ASSIGNMENT: Copy out all the lines in the records that include the word "this".

GIVEN DATA:
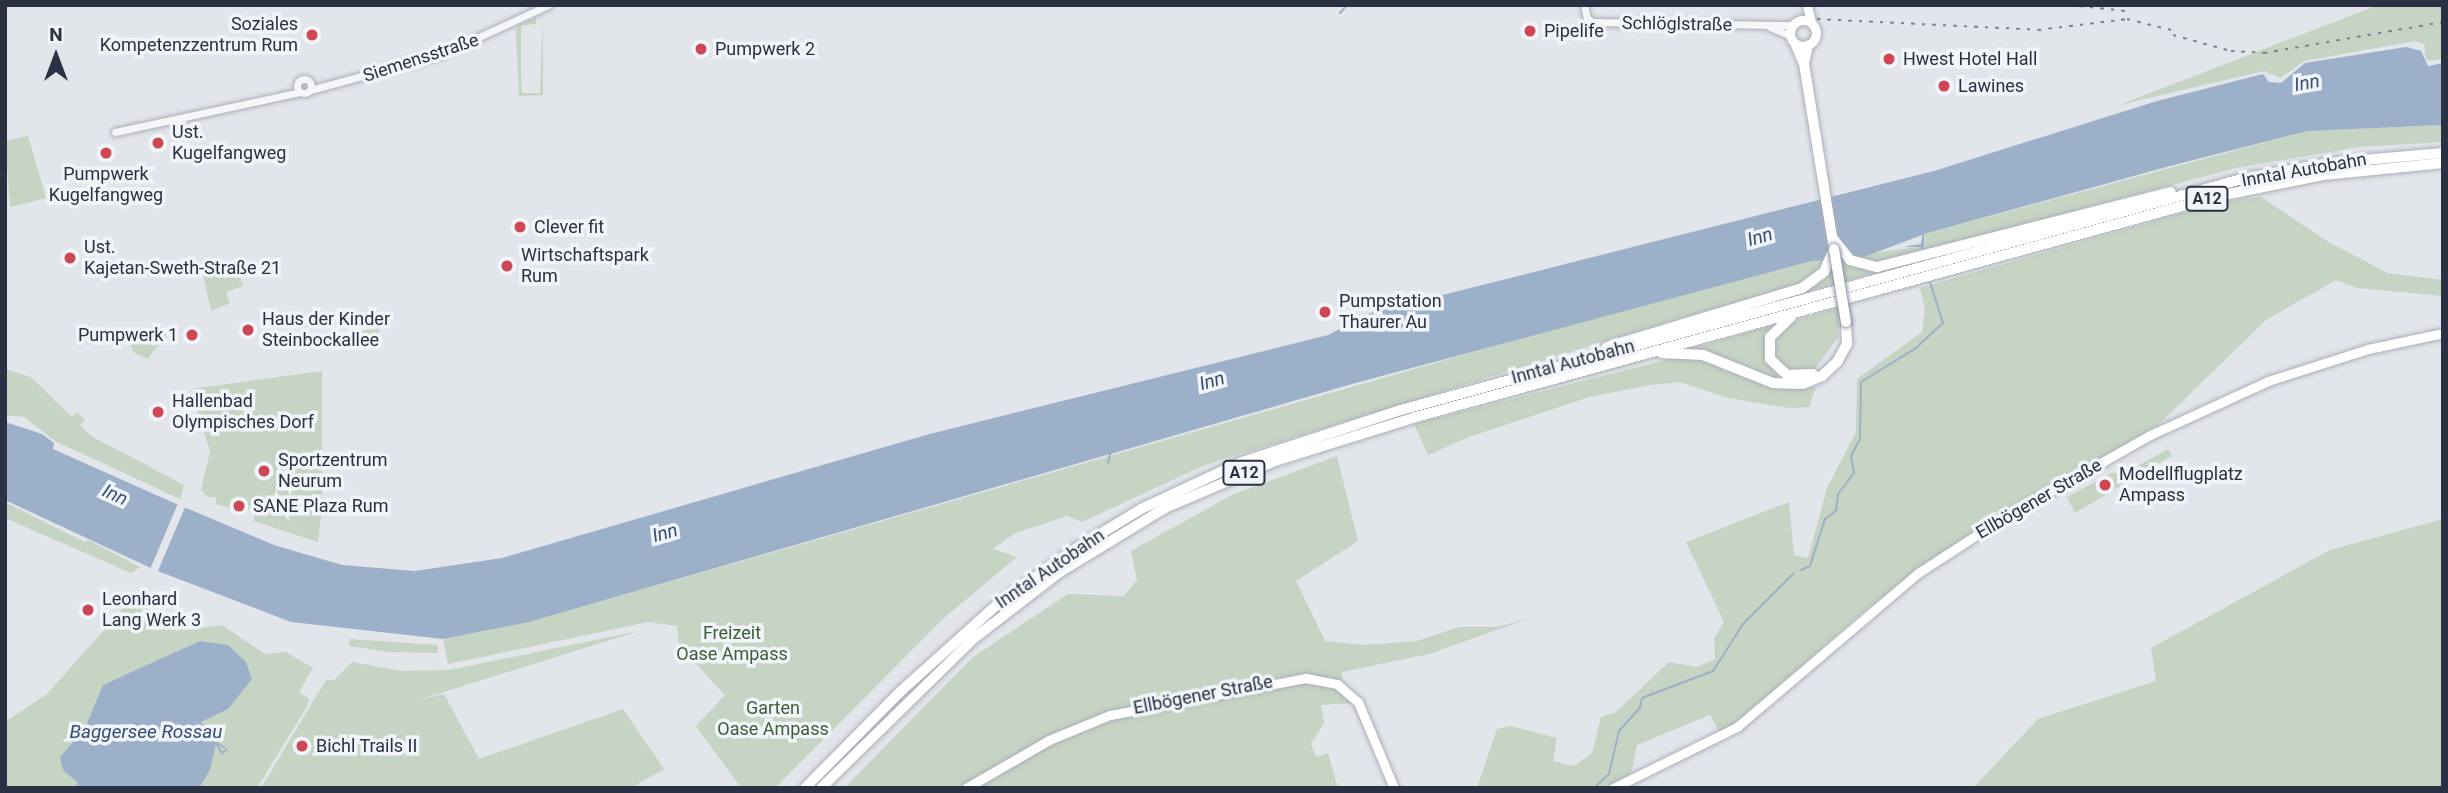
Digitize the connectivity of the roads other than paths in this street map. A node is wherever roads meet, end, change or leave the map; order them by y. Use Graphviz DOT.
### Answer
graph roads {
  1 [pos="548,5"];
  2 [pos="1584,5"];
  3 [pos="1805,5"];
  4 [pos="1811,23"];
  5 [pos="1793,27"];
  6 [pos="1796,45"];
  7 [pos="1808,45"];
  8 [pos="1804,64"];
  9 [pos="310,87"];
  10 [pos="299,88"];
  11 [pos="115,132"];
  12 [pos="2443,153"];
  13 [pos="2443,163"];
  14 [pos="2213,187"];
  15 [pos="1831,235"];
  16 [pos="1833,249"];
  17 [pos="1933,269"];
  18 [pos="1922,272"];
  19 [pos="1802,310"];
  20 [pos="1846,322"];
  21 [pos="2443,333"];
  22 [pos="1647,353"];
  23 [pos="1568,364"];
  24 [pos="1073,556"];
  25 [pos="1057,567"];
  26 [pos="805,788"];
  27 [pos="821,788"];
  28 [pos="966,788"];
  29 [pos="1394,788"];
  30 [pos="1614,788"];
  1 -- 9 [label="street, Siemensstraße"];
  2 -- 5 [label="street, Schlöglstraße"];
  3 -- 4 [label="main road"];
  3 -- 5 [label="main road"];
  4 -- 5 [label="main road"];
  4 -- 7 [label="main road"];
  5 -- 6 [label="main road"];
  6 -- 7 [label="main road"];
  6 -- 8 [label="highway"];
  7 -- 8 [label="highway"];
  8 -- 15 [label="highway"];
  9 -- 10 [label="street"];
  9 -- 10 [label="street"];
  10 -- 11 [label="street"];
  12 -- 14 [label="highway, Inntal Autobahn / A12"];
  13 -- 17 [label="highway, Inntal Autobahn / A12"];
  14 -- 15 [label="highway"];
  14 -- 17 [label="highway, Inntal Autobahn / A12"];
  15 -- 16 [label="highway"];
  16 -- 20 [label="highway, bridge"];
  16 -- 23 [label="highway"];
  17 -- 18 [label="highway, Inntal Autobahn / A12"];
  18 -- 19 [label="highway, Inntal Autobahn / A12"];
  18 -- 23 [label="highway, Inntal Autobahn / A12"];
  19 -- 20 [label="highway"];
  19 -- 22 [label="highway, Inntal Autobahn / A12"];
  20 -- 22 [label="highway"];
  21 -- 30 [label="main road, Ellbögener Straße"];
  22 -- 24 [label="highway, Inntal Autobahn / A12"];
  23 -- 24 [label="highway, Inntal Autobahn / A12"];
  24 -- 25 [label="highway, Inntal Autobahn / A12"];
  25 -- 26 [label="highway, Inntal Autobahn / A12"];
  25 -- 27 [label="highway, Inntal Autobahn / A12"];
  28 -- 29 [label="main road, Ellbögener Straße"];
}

* * *

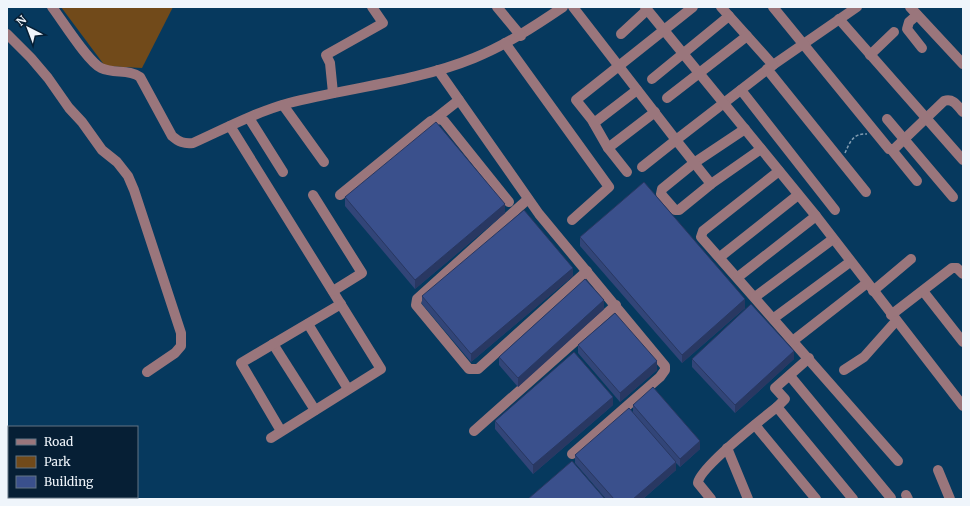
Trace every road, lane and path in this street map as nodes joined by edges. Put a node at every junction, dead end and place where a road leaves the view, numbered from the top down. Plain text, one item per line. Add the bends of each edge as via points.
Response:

RESULT:
Digitize the connectivity of the roads other than paths in this street map. A node is wherever roads meet, end, change or leave the map; order them by y. Use Graphviz DOT.
Trace every road, lane and path in this street map as nodes joined by edges. Put a node at every junction, dead end and place where a road leaves the view, numbered from the top down. Plain text, one item per line. Add the bends of each edge as via points.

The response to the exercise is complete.